Provided material START
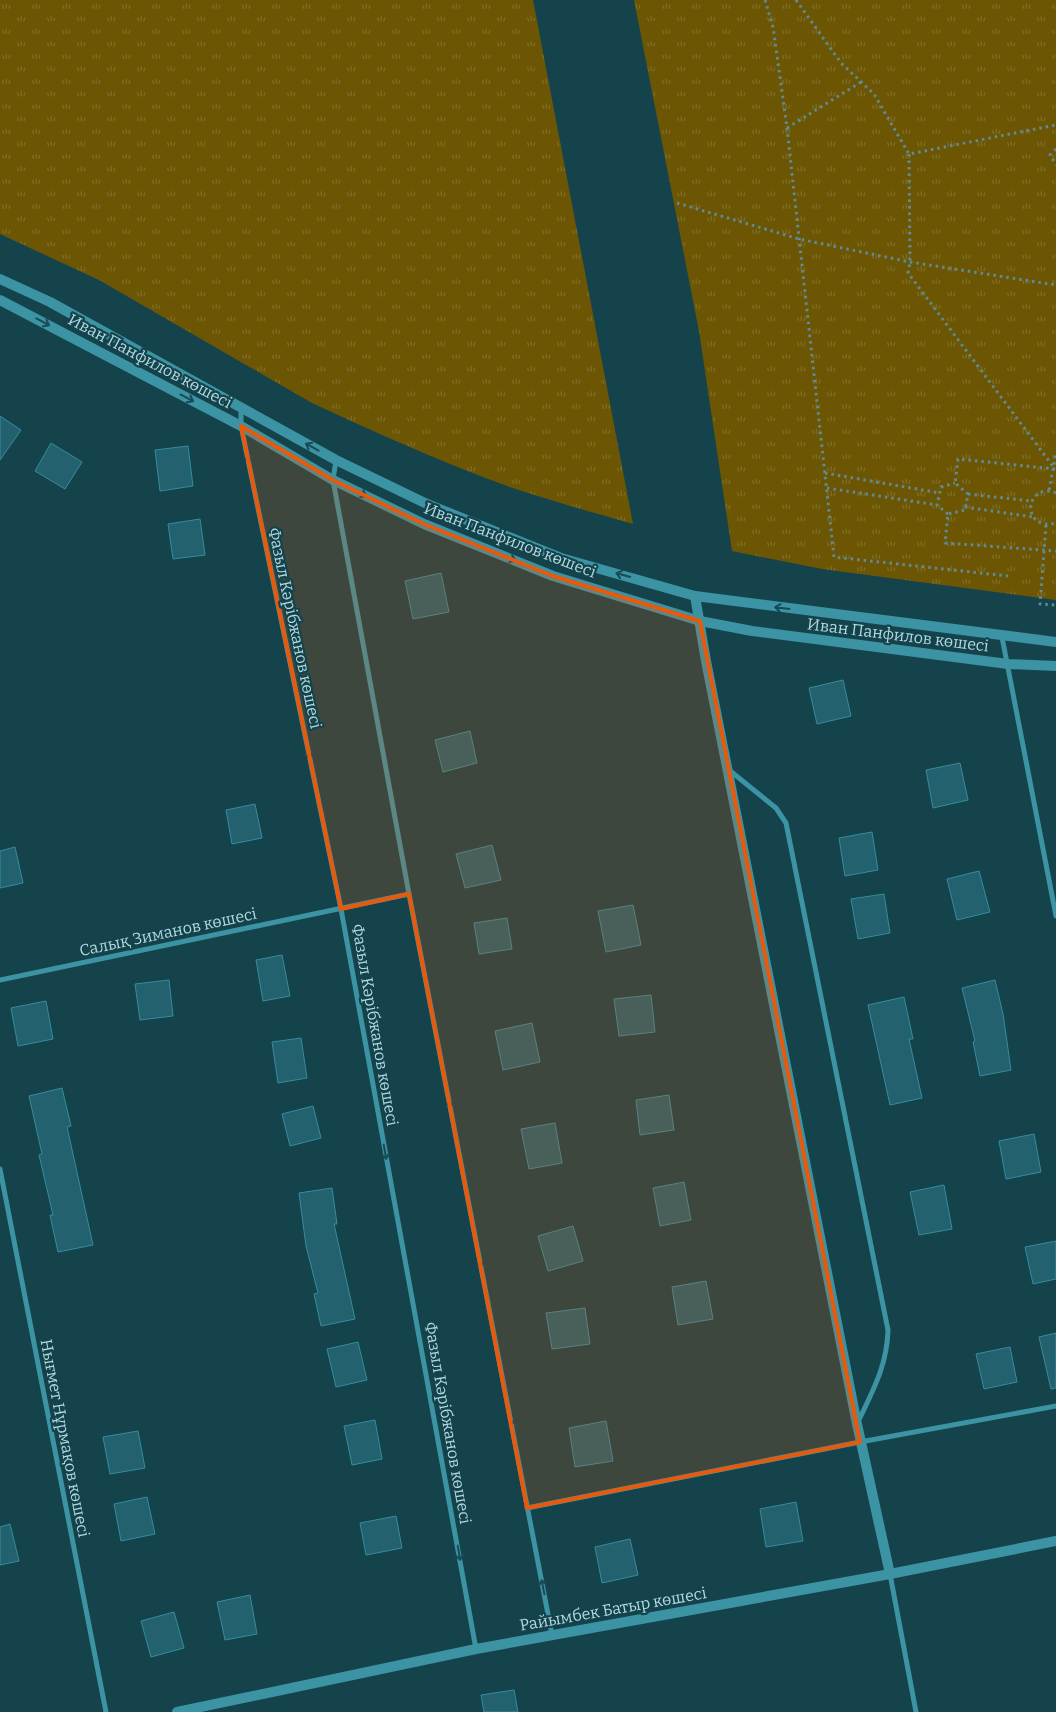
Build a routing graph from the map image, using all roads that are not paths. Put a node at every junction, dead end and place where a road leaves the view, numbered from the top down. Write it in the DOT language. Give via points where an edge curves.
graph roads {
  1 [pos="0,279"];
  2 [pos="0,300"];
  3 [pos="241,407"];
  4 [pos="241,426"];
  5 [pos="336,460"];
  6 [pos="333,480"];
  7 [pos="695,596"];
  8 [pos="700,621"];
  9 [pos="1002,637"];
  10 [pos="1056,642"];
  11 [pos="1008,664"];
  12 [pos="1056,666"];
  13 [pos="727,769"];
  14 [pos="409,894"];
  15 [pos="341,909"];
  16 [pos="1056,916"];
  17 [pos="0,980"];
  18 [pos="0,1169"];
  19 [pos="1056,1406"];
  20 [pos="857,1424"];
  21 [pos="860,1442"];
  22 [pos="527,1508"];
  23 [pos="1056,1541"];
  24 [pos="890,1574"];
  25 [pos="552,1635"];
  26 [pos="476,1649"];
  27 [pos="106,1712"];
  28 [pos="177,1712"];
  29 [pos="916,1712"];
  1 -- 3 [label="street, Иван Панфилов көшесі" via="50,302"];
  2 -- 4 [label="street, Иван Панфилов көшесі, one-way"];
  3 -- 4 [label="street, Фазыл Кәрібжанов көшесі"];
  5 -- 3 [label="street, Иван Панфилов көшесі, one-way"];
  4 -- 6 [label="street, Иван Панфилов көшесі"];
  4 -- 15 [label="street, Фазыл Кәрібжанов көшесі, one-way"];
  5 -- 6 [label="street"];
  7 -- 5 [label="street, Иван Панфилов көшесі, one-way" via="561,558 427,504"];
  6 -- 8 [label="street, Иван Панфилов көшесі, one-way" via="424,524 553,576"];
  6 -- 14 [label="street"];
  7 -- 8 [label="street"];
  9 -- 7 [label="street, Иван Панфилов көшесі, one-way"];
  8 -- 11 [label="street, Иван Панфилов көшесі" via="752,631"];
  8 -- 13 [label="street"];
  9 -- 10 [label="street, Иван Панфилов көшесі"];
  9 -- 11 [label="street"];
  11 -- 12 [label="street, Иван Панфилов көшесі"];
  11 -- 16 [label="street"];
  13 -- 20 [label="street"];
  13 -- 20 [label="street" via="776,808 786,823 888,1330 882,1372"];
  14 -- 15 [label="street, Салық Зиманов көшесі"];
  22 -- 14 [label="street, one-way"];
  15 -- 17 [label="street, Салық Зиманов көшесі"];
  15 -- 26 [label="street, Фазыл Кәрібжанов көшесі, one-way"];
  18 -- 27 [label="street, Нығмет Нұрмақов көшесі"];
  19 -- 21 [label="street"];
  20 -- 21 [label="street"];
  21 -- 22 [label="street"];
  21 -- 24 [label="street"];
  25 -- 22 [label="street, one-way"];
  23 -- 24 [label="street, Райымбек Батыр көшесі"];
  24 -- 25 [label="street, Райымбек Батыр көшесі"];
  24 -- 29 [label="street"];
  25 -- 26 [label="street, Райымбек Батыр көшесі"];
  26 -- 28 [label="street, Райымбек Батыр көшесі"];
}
Provided material END
Provided material START
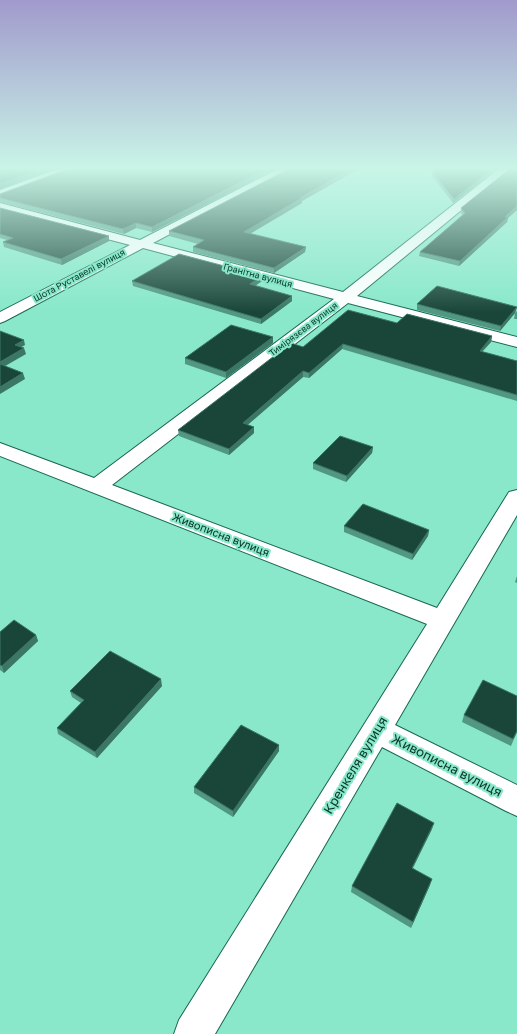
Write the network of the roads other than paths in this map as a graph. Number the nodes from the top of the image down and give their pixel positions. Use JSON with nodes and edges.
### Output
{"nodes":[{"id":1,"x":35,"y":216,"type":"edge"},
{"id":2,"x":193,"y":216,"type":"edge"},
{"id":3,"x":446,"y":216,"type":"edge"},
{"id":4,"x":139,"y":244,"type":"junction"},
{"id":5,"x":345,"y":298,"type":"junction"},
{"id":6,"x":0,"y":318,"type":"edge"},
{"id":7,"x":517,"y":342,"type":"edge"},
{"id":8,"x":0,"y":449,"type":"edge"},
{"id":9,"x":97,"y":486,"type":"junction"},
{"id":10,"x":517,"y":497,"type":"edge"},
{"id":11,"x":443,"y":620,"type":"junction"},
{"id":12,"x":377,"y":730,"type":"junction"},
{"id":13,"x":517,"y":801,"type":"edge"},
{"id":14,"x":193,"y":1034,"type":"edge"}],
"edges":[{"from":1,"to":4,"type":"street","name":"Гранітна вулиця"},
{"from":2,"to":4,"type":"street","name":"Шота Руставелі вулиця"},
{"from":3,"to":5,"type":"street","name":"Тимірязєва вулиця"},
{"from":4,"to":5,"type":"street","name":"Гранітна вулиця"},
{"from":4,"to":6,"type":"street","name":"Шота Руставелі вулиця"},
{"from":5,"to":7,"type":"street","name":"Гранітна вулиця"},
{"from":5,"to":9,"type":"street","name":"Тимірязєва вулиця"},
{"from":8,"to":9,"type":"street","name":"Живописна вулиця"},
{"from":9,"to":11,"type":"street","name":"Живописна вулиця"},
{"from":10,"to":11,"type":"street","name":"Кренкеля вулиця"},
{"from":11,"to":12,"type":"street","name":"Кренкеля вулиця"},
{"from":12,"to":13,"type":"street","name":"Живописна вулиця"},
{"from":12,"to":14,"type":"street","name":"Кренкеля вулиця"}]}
Provided material END
Provided material START
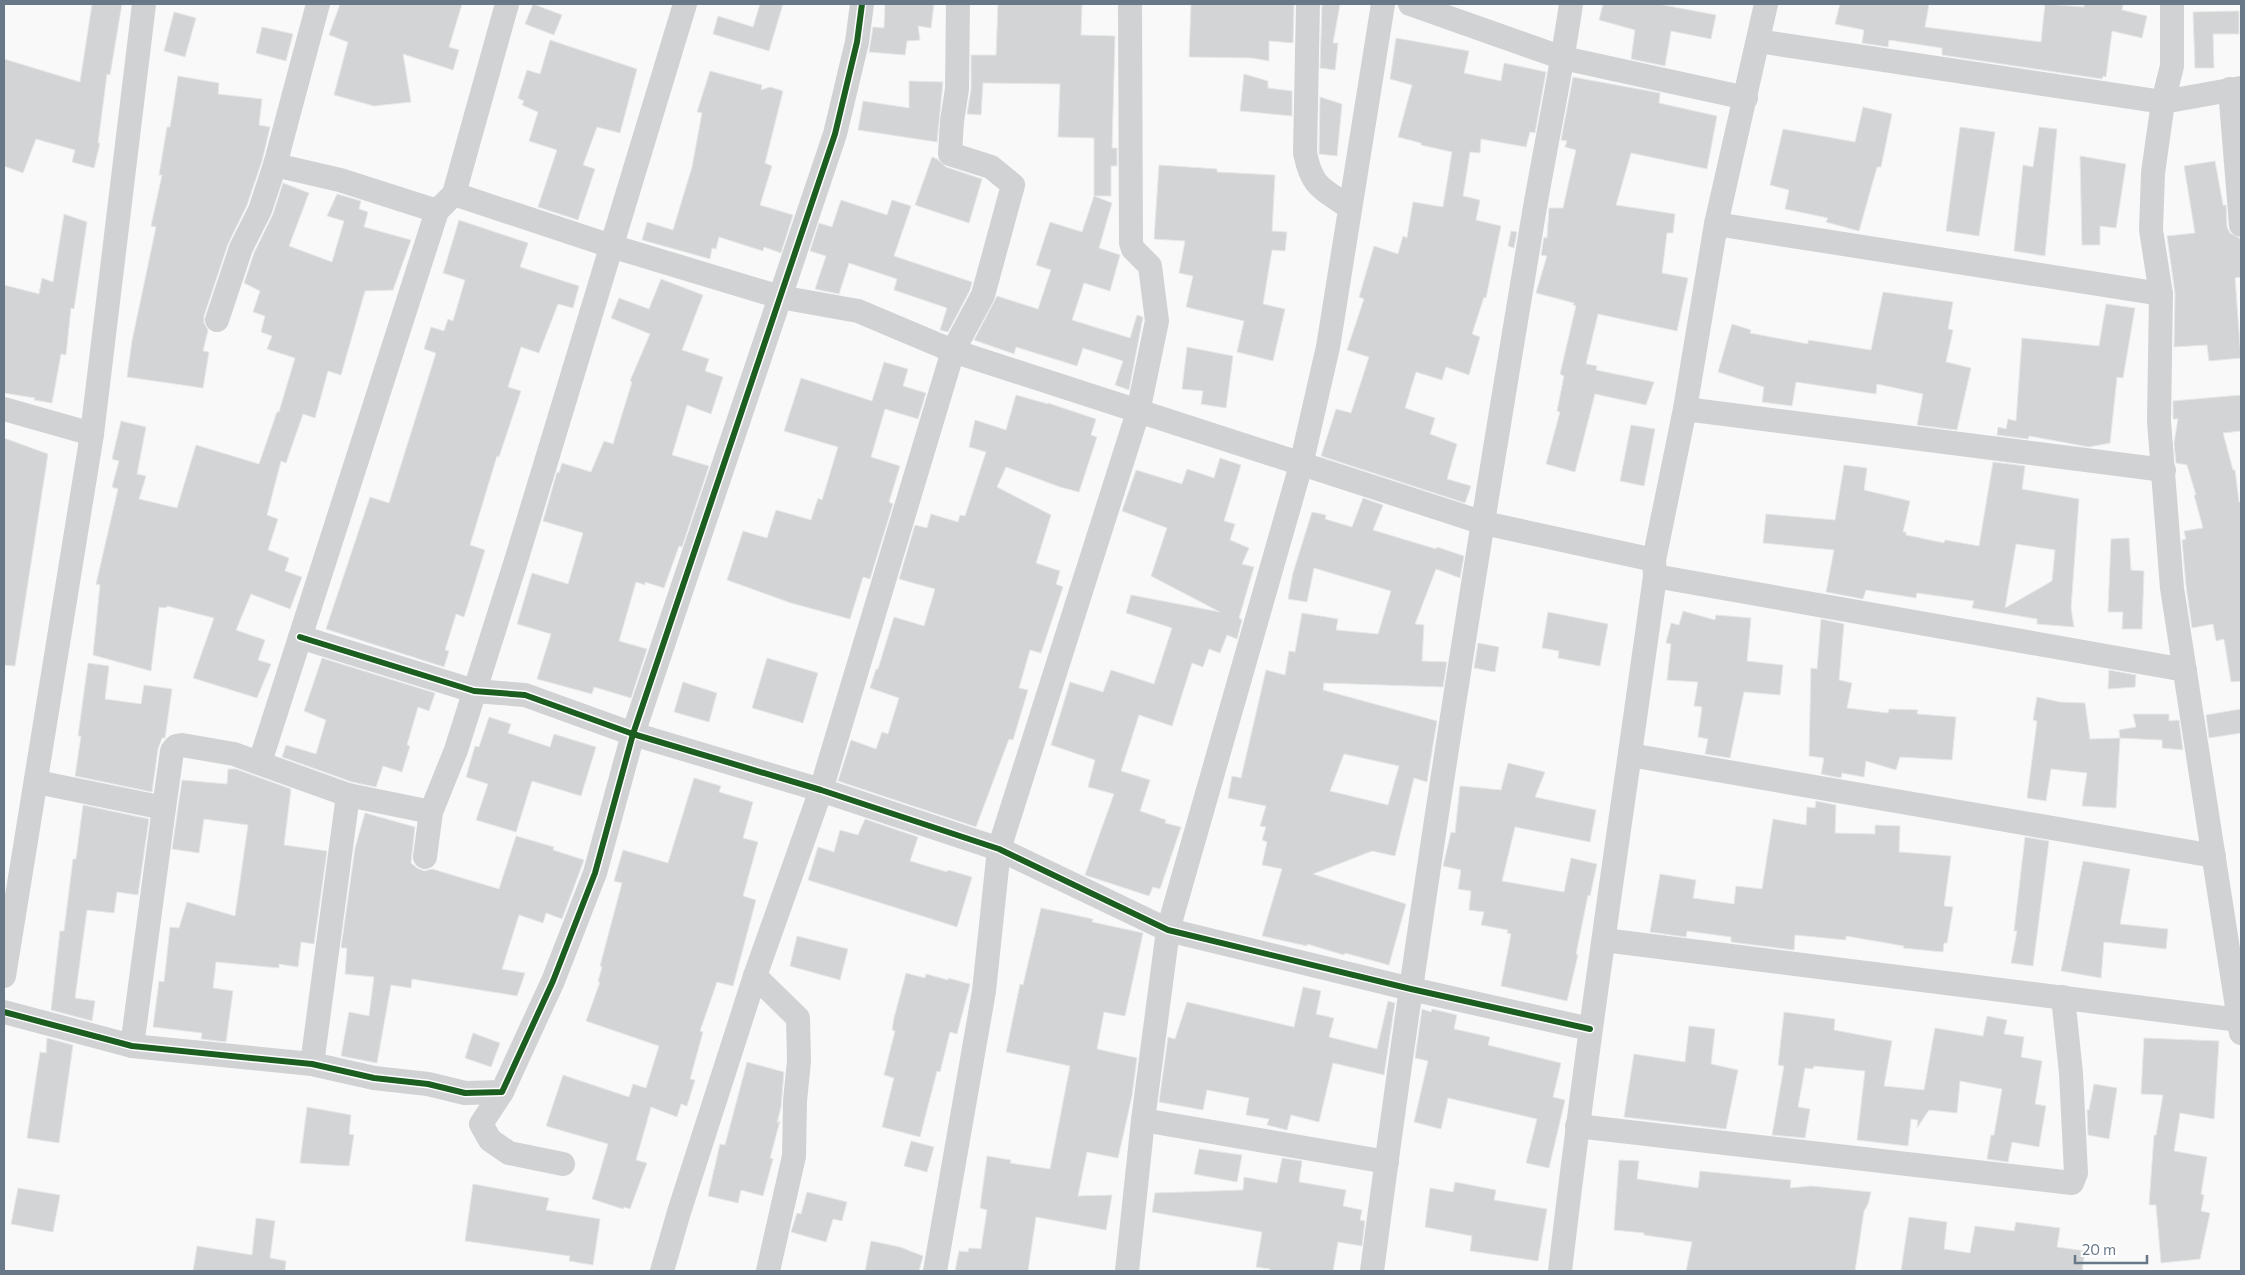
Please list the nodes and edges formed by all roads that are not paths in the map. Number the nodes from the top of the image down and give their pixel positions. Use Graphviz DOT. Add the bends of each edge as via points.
Provided material END
# What this task involves:
How many of the lines in these entries hold "positions"? Report only the count.

# Exercise result:
2